**YOUR INSTRUCTIONS:** For this exercise, copy all the data exactly and include none of the pictures.

**EXTRACTED MATERIAL:**
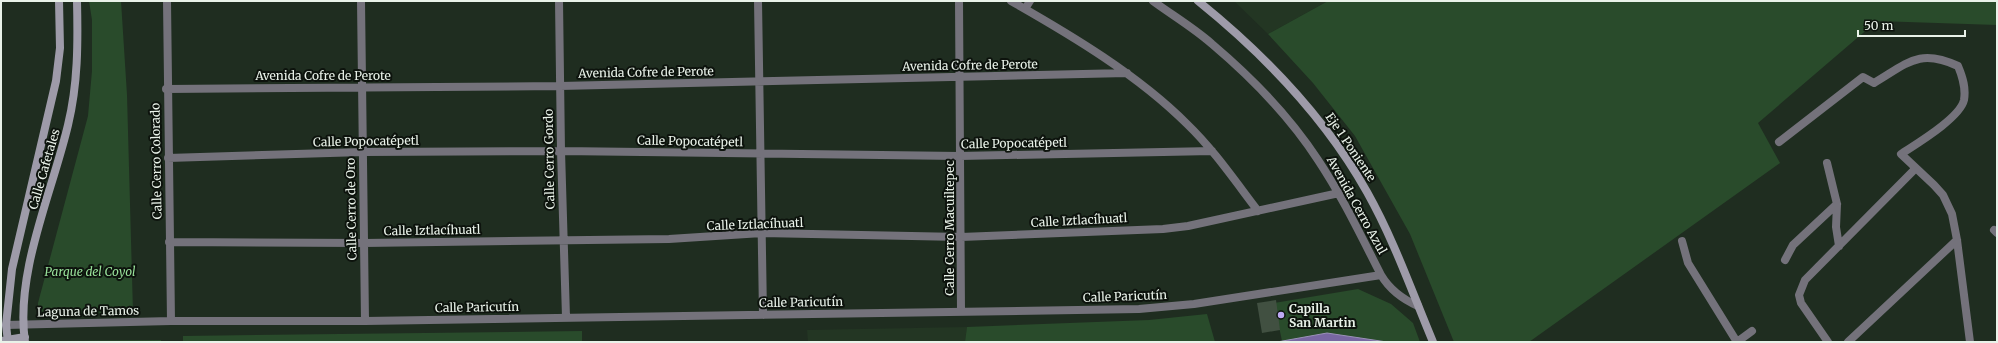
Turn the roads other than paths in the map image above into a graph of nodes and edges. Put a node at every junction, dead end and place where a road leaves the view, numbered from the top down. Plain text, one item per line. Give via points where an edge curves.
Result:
1 (59, 1) edge
2 (77, 1) edge
3 (167, 1) edge
4 (361, 1) edge
5 (559, 1) edge
6 (758, 1) edge
7 (959, 1) edge
8 (1011, 1) edge
9 (1030, 1) edge
10 (1153, 1) edge
11 (1198, 1) edge
12 (1025, 9) junction
13 (1127, 73) junction
14 (960, 77) junction
15 (760, 81) junction
16 (560, 86) junction
17 (362, 87) junction
18 (166, 88) junction
19 (1779, 142) dead end
20 (561, 151) junction
21 (1212, 151) junction
22 (363, 152) junction
23 (761, 155) junction
24 (960, 156) junction
25 (168, 158) junction
26 (1827, 163) dead end
27 (1916, 168) junction
28 (1338, 193) junction
29 (1837, 204) junction
30 (1258, 211) junction
31 (762, 233) junction
32 (961, 237) junction
33 (563, 240) junction
34 (1682, 240) dead end
35 (1958, 240) junction
36 (169, 242) junction
37 (364, 243) junction
38 (1839, 246) junction
39 (1785, 260) dead end
40 (1381, 275) junction
41 (1418, 306) junction
42 (961, 311) junction
43 (762, 315) junction
44 (566, 317) junction
45 (170, 321) junction
46 (365, 321) junction
47 (24, 324) junction
48 (6, 325) junction
49 (1752, 331) dead end
50 (25, 340) edge
51 (5, 341) edge
52 (1433, 342) edge
53 (1737, 342) edge
54 (1828, 342) edge
55 (1848, 342) edge
56 (1970, 342) edge

1 - 48 street, Calle Cafetales via 60,48 56,81 12,269
2 - 47 street, Calle Cafetales via 78,59 75,95 31,258 25,295
3 - 18 street, Calle Cerro Colorado
4 - 17 street, Calle Cerro de Oro
5 - 16 street, Calle Cerro Gordo
6 - 15 street
7 - 14 street, Calle Cerro Macuiltepec
8 - 12 street
9 - 12 street
10 - 28 street, Avenida Cerro Azul via 1211,43 1253,82 1318,159
11 - 41 street, Eje 1 Poniente via 1235,31 1270,65 1326,128 1367,192 1391,239
12 - 13 street
13 - 14 street, Avenida Cofre de Perote
13 - 21 street via 1168,106
14 - 15 street, Avenida Cofre de Perote
14 - 24 street, Calle Cerro Macuiltepec
15 - 16 street, Avenida Cofre de Perote
15 - 23 street
16 - 17 street, Avenida Cofre de Perote
16 - 20 street, Calle Cerro Gordo
17 - 18 street, Avenida Cofre de Perote
17 - 22 street, Calle Cerro de Oro
18 - 25 street, Calle Cerro Colorado
19 - 27 street via 1863,77 1874,83 1917,58 1941,59 1958,66 1964,82 1964,101 1950,119 1901,154
20 - 22 street, Calle Popocatépetl
20 - 23 street, Calle Popocatépetl
20 - 33 street, Calle Cerro Gordo
21 - 24 street, Calle Popocatépetl
21 - 30 street
22 - 25 street, Calle Popocatépetl
22 - 37 street, Calle Cerro de Oro
23 - 24 street, Calle Popocatépetl
23 - 31 street
24 - 32 street, Calle Cerro Macuiltepec
25 - 36 street, Calle Cerro Colorado
26 - 29 street
27 - 35 street via 1943,195 1952,214
27 - 38 street
28 - 30 street, Calle Iztlacíhuatl
28 - 40 street, Avenida Cerro Azul
29 - 38 street via 1836,228
29 - 39 street via 1793,245
30 - 32 street, Calle Iztlacíhuatl via 1163,229
31 - 32 street, Calle Iztlacíhuatl
31 - 33 street, Calle Iztlacíhuatl via 669,239
31 - 43 street
32 - 42 street, Calle Cerro Macuiltepec
33 - 37 street, Calle Iztlacíhuatl
33 - 44 street, Calle Cerro Gordo
34 - 53 street via 1688,263
35 - 55 street
35 - 56 street
36 - 37 street, Calle Iztlacíhuatl
36 - 45 street, Calle Cerro Colorado
37 - 46 street, Calle Cerro de Oro
38 - 54 street via 1805,280 1799,295 1801,303
40 - 41 street via 1390,288
40 - 42 street, Calle Paricutín via 1168,307
41 - 52 street, Eje 1 Poniente
42 - 43 street, Calle Paricutín
43 - 44 street, Calle Paricutín
44 - 46 street, Calle Paricutín
45 - 46 street, Calle Paricutín
45 - 47 street, Laguna de Tamos
47 - 48 street, Laguna de Tamos
47 - 50 street, Calle Cafetales
48 - 51 street, Calle Cafetales
49 - 53 street
50 - 51 street

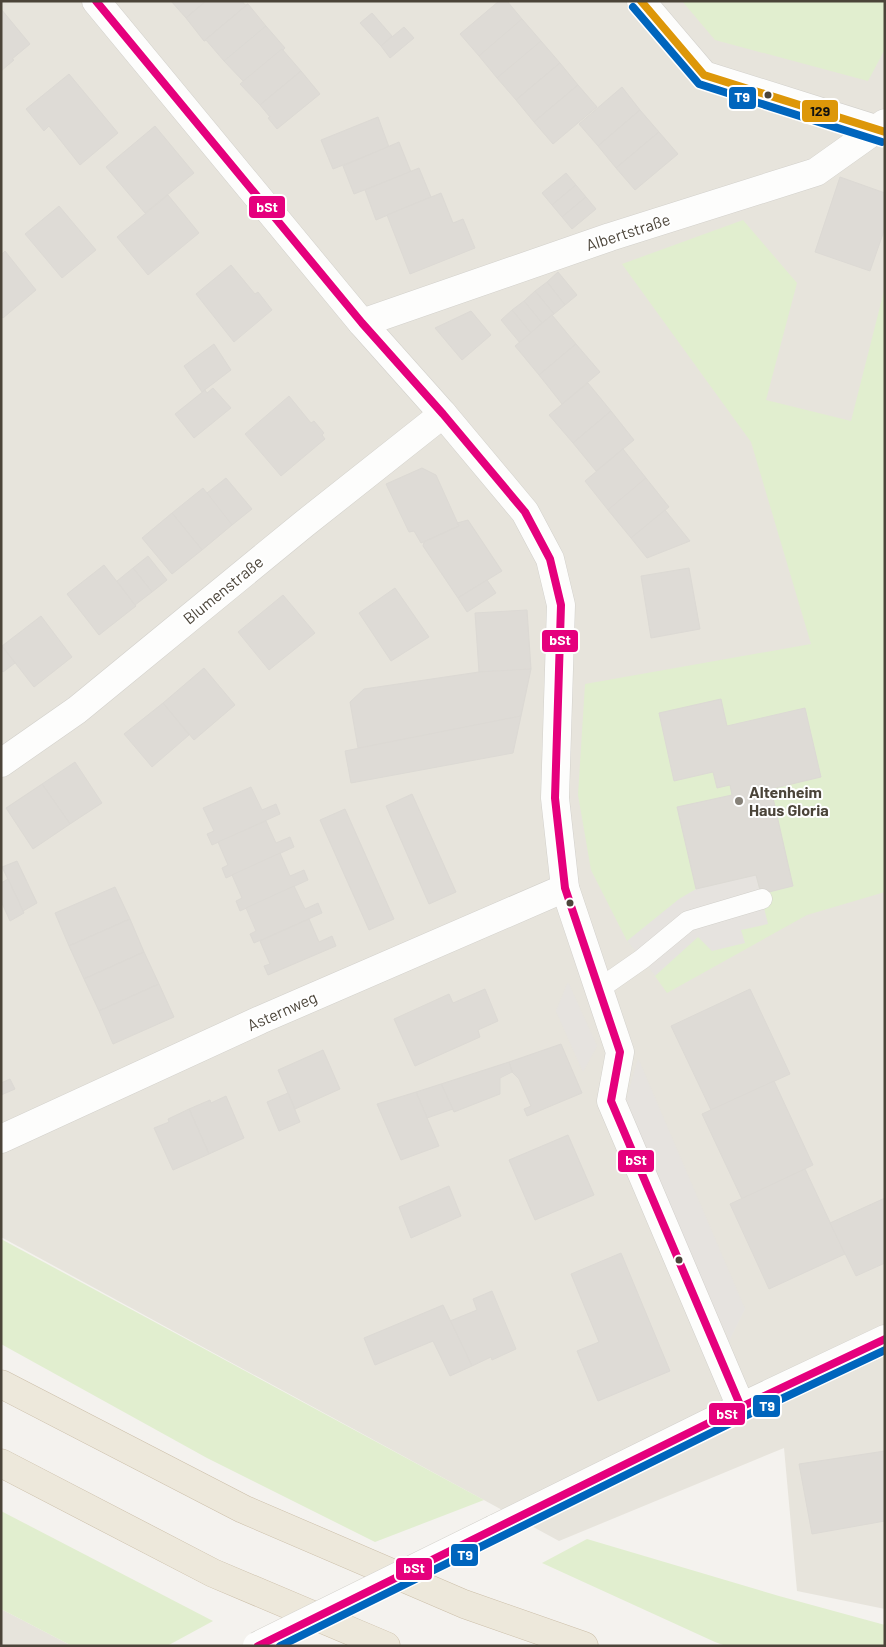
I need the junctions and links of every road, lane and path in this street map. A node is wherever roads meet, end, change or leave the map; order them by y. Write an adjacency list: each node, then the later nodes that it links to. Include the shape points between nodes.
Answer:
1 (96, 1): 4 (street)
2 (641, 1): 3 (street, via 704,74)
3 (882, 128): 4 (street, Albertstraße, via 816,172 610,237)
4 (362, 324): 5 (street)
5 (443, 414): 6 (street, Blumenstraße, via 77,710); 7 (street, via 525,512 550,559 561,605 555,798)
6 (1, 763)
7 (564, 888): 9 (street); 10 (street, Asternweg, via 260,1020)
8 (762, 899): 9 (lane, via 688,921 642,959)
9 (598, 989): 13 (street, via 620,1052 612,1102)
10 (1, 1139)
11 (885, 1339): 13 (street)
12 (1, 1384): 17 (highway, via 243,1509 464,1604)
13 (741, 1407): 15 (street, bridge)
14 (1, 1463): 16 (highway, via 213,1573)
15 (257, 1646)
16 (386, 1646)
17 (584, 1646)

**EXERCISE RESPONSE:**
Turn the roads other than paths in the map image above into a graph of nodes and edges. Put a node at every junction, dead end and place where a road leaves the view, numbered from the top down. Plain text, one item per line. Give via points where an edge curves.
Result:
1 (59, 1) edge
2 (77, 1) edge
3 (167, 1) edge
4 (361, 1) edge
5 (559, 1) edge
6 (758, 1) edge
7 (959, 1) edge
8 (1011, 1) edge
9 (1030, 1) edge
10 (1153, 1) edge
11 (1198, 1) edge
12 (1025, 9) junction
13 (1127, 73) junction
14 (960, 77) junction
15 (760, 81) junction
16 (560, 86) junction
17 (362, 87) junction
18 (166, 88) junction
19 (1779, 142) dead end
20 (561, 151) junction
21 (1212, 151) junction
22 (363, 152) junction
23 (761, 155) junction
24 (960, 156) junction
25 (168, 158) junction
26 (1827, 163) dead end
27 (1916, 168) junction
28 (1338, 193) junction
29 (1837, 204) junction
30 (1258, 211) junction
31 (762, 233) junction
32 (961, 237) junction
33 (563, 240) junction
34 (1682, 240) dead end
35 (1958, 240) junction
36 (169, 242) junction
37 (364, 243) junction
38 (1839, 246) junction
39 (1785, 260) dead end
40 (1381, 275) junction
41 (1418, 306) junction
42 (961, 311) junction
43 (762, 315) junction
44 (566, 317) junction
45 (170, 321) junction
46 (365, 321) junction
47 (24, 324) junction
48 (6, 325) junction
49 (1752, 331) dead end
50 (25, 340) edge
51 (5, 341) edge
52 (1433, 342) edge
53 (1737, 342) edge
54 (1828, 342) edge
55 (1848, 342) edge
56 (1970, 342) edge

1 - 48 street, Calle Cafetales via 60,48 56,81 12,269
2 - 47 street, Calle Cafetales via 78,59 75,95 31,258 25,295
3 - 18 street, Calle Cerro Colorado
4 - 17 street, Calle Cerro de Oro
5 - 16 street, Calle Cerro Gordo
6 - 15 street
7 - 14 street, Calle Cerro Macuiltepec
8 - 12 street
9 - 12 street
10 - 28 street, Avenida Cerro Azul via 1211,43 1253,82 1318,159
11 - 41 street, Eje 1 Poniente via 1235,31 1270,65 1326,128 1367,192 1391,239
12 - 13 street
13 - 14 street, Avenida Cofre de Perote
13 - 21 street via 1168,106
14 - 15 street, Avenida Cofre de Perote
14 - 24 street, Calle Cerro Macuiltepec
15 - 16 street, Avenida Cofre de Perote
15 - 23 street
16 - 17 street, Avenida Cofre de Perote
16 - 20 street, Calle Cerro Gordo
17 - 18 street, Avenida Cofre de Perote
17 - 22 street, Calle Cerro de Oro
18 - 25 street, Calle Cerro Colorado
19 - 27 street via 1863,77 1874,83 1917,58 1941,59 1958,66 1964,82 1964,101 1950,119 1901,154
20 - 22 street, Calle Popocatépetl
20 - 23 street, Calle Popocatépetl
20 - 33 street, Calle Cerro Gordo
21 - 24 street, Calle Popocatépetl
21 - 30 street
22 - 25 street, Calle Popocatépetl
22 - 37 street, Calle Cerro de Oro
23 - 24 street, Calle Popocatépetl
23 - 31 street
24 - 32 street, Calle Cerro Macuiltepec
25 - 36 street, Calle Cerro Colorado
26 - 29 street
27 - 35 street via 1943,195 1952,214
27 - 38 street
28 - 30 street, Calle Iztlacíhuatl
28 - 40 street, Avenida Cerro Azul
29 - 38 street via 1836,228
29 - 39 street via 1793,245
30 - 32 street, Calle Iztlacíhuatl via 1163,229
31 - 32 street, Calle Iztlacíhuatl
31 - 33 street, Calle Iztlacíhuatl via 669,239
31 - 43 street
32 - 42 street, Calle Cerro Macuiltepec
33 - 37 street, Calle Iztlacíhuatl
33 - 44 street, Calle Cerro Gordo
34 - 53 street via 1688,263
35 - 55 street
35 - 56 street
36 - 37 street, Calle Iztlacíhuatl
36 - 45 street, Calle Cerro Colorado
37 - 46 street, Calle Cerro de Oro
38 - 54 street via 1805,280 1799,295 1801,303
40 - 41 street via 1390,288
40 - 42 street, Calle Paricutín via 1168,307
41 - 52 street, Eje 1 Poniente
42 - 43 street, Calle Paricutín
43 - 44 street, Calle Paricutín
44 - 46 street, Calle Paricutín
45 - 46 street, Calle Paricutín
45 - 47 street, Laguna de Tamos
47 - 48 street, Laguna de Tamos
47 - 50 street, Calle Cafetales
48 - 51 street, Calle Cafetales
49 - 53 street
50 - 51 street

I need the junctions and links of every road, lane and path in this street map. A node is wherever roads meet, end, change or leave the map; order them by y. Write an adjacency list: each node, then the later nodes that it links to. Include the shape points between nodes.
Answer:
1 (96, 1): 4 (street)
2 (641, 1): 3 (street, via 704,74)
3 (882, 128): 4 (street, Albertstraße, via 816,172 610,237)
4 (362, 324): 5 (street)
5 (443, 414): 6 (street, Blumenstraße, via 77,710); 7 (street, via 525,512 550,559 561,605 555,798)
6 (1, 763)
7 (564, 888): 9 (street); 10 (street, Asternweg, via 260,1020)
8 (762, 899): 9 (lane, via 688,921 642,959)
9 (598, 989): 13 (street, via 620,1052 612,1102)
10 (1, 1139)
11 (885, 1339): 13 (street)
12 (1, 1384): 17 (highway, via 243,1509 464,1604)
13 (741, 1407): 15 (street, bridge)
14 (1, 1463): 16 (highway, via 213,1573)
15 (257, 1646)
16 (386, 1646)
17 (584, 1646)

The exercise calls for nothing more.